Exercise instructions:
Retype the data below verbatim; pictures do not belong in the copy.

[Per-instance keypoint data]
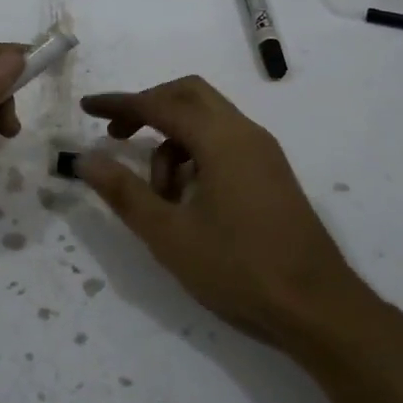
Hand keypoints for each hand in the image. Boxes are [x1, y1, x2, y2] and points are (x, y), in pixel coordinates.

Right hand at [75, 76, 368, 347]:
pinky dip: (195, 155)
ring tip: (158, 195)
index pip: (161, 104)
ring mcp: (263, 153)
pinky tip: (186, 199)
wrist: (317, 307)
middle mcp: (246, 134)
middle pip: (189, 95)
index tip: (87, 107)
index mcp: (222, 140)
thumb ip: (124, 192)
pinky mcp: (271, 174)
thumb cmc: (238, 268)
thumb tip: (85, 159)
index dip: (120, 104)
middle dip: (148, 108)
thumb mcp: (169, 234)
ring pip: (207, 121)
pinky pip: (224, 143)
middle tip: (117, 136)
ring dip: (172, 142)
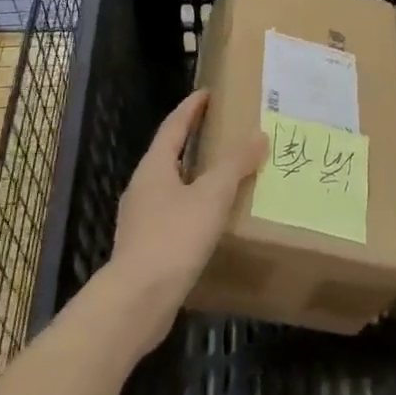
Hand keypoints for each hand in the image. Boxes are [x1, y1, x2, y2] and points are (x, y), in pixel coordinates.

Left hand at [106, 90, 264, 351]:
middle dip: (194, 141)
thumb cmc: (173, 238)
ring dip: (195, 176)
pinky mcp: (146, 247)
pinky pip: (174, 214)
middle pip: (169, 154)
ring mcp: (141, 219)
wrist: (137, 301)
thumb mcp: (211, 196)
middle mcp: (143, 187)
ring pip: (172, 186)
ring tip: (225, 175)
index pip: (173, 126)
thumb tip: (258, 135)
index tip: (208, 93)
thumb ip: (234, 165)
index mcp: (154, 167)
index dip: (191, 108)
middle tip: (223, 131)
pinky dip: (194, 207)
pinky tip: (212, 220)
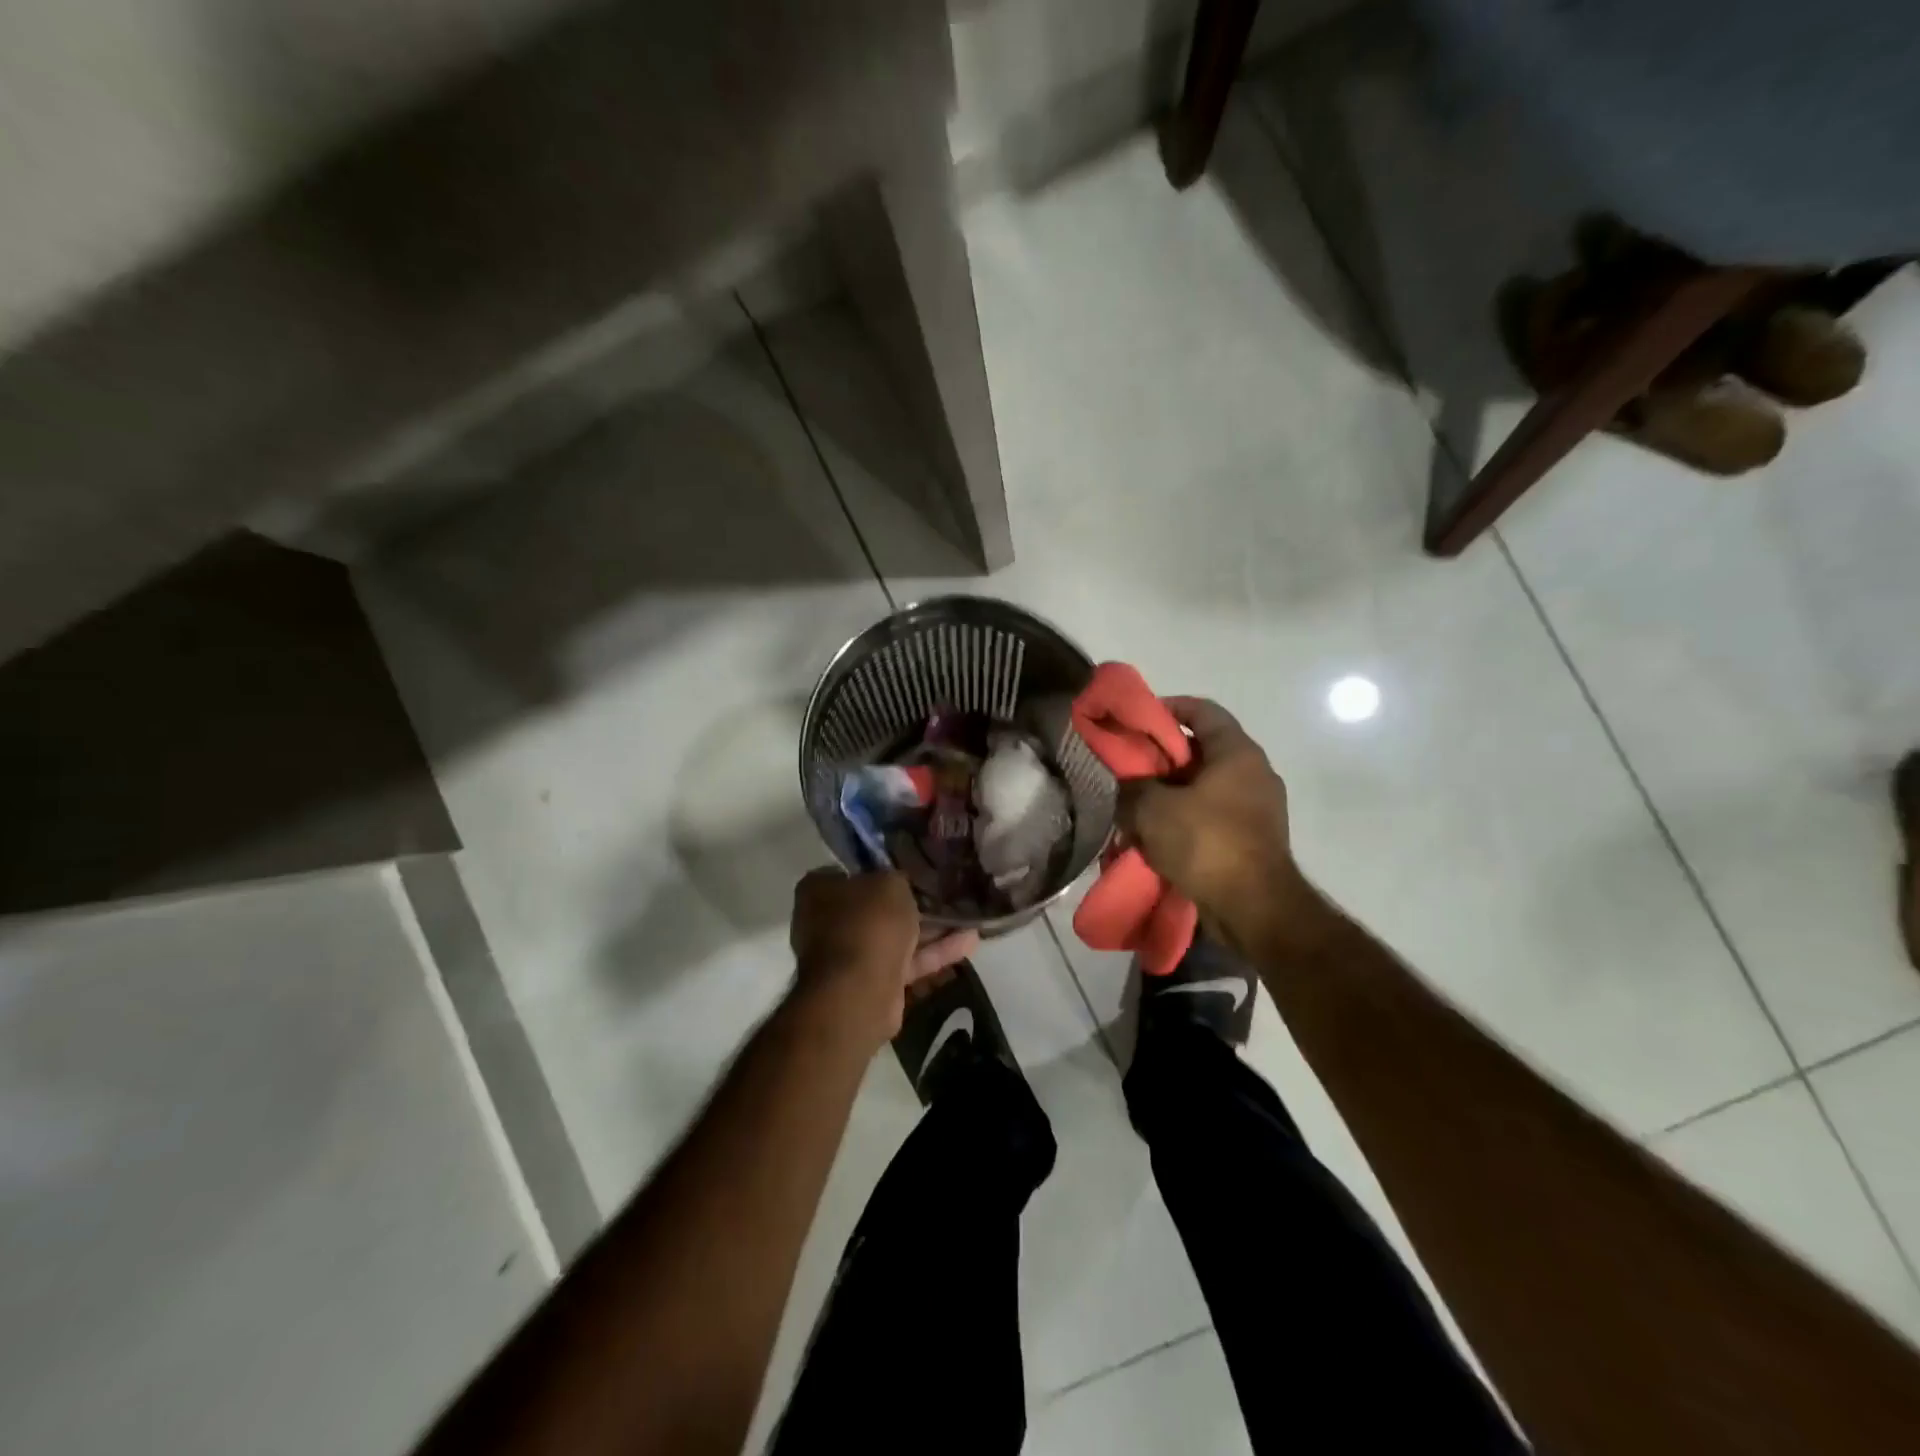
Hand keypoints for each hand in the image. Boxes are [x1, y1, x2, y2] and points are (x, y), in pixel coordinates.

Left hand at [789, 869, 978, 1045]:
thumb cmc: (868, 924)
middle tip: (942, 889)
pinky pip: (907, 961)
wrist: (859, 992)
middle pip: (874, 905)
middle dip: (909, 901)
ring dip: (930, 928)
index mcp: (819, 890)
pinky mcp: (873, 981)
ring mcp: (851, 954)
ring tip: (967, 914)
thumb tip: (898, 883)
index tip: (907, 865)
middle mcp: (828, 921)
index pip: (849, 871)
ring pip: (895, 935)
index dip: (878, 867)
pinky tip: (969, 941)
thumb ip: (896, 878)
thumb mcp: (889, 883)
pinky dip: (935, 952)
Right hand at [1119, 697, 1323, 956]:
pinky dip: (1186, 820)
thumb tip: (1127, 787)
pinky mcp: (1254, 839)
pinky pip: (1213, 817)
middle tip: (1131, 770)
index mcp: (1237, 753)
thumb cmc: (1206, 843)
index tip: (1139, 721)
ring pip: (1205, 787)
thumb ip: (1133, 789)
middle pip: (1202, 751)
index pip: (1203, 710)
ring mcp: (1259, 808)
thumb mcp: (1153, 810)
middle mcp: (1254, 773)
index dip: (1169, 708)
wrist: (1255, 909)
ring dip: (1172, 794)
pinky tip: (1160, 838)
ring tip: (1139, 809)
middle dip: (1163, 759)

Response to this exercise:
Hand keypoints for each hand in the image. Boxes are [x1, y1, x2, y2] and points are (x, y), in pixel coordinates.

Right hand at [75, 76, 368, 347]:
pinky dip: (195, 155)
ring tip: (158, 195)
index pip: (161, 104)
ring mcp: (263, 153)
pinky tip: (186, 199)
wrist: (317, 307)
middle mcp: (246, 134)
middle pip: (189, 95)
index tip: (87, 107)
index mcp: (222, 140)
thumb ip: (124, 192)
pinky mcp: (271, 174)
thumb cmc: (238, 268)
thumb tip: (85, 159)
index dip: (120, 104)
middle dip: (148, 108)
thumb mcp: (169, 234)
ring pip: (207, 121)
pinky pip: (224, 143)
middle tip: (117, 136)
ring dip: (172, 142)
Hand keypoints for each hand in the image. Boxes are [x1, y1, x2, y2] and points are (x, y), in pixel coordinates.

Left hand at [106, 90, 264, 351]:
middle dip: (194, 141)
thumb cmc: (173, 238)
ring dip: (195, 176)
pinky mcp: (146, 247)
pinky pip: (174, 214)
middle pip: (169, 154)
ring mcp: (141, 219)
wrist: (137, 301)
thumb mcp: (211, 196)
middle mcp: (143, 187)
ring pip: (172, 186)
ring tip: (225, 175)
index pip: (173, 126)
thumb tip: (258, 135)
index tip: (208, 93)
thumb ip: (234, 165)
index mcp: (154, 167)
index dip: (191, 108)
middle tip: (223, 131)
pinky dip: (194, 207)
pinky tip: (212, 220)
Hand keypoints for each hand in the image. Boxes are [x1, y1, x2, y2] and points are (x, y), in pixel coordinates.

Left hand at [789, 869, 978, 1045]:
thumb cmc: (868, 924)
middle tip: (942, 889)
pinky pip: (907, 961)
wrist: (859, 992)
middle pip: (874, 905)
middle dip: (909, 901)
ring dip: (930, 928)
index mcp: (819, 890)
pinky mcp: (873, 981)
ring mcp: (851, 954)
ring tip: (967, 914)
thumb tip: (898, 883)
index tip: (907, 865)
middle mcp: (828, 921)
index pip: (849, 871)
ring pip: (895, 935)
index dip: (878, 867)
pinky tip: (969, 941)
thumb ip: (896, 878)
thumb mcp: (889, 883)
pinky dip: (935, 952)
Right hand at [1119, 697, 1323, 956]:
pinky dip: (1186, 820)
thumb tip: (1127, 787)
pinky mcp: (1254, 839)
pinky pip: (1213, 817)
middle tip: (1131, 770)
index mcp: (1237, 753)
thumb cmc: (1206, 843)
index tip: (1139, 721)
ring pip: (1205, 787)
thumb ip: (1133, 789)
middle pip: (1202, 751)
index pip: (1203, 710)
ring mcp: (1259, 808)
thumb mcp: (1153, 810)
middle mcp: (1254, 773)
index dip: (1169, 708)
wrist: (1255, 909)
ring dip: (1172, 794)
pinky tip: (1160, 838)
ring tip: (1139, 809)
middle dip: (1163, 759)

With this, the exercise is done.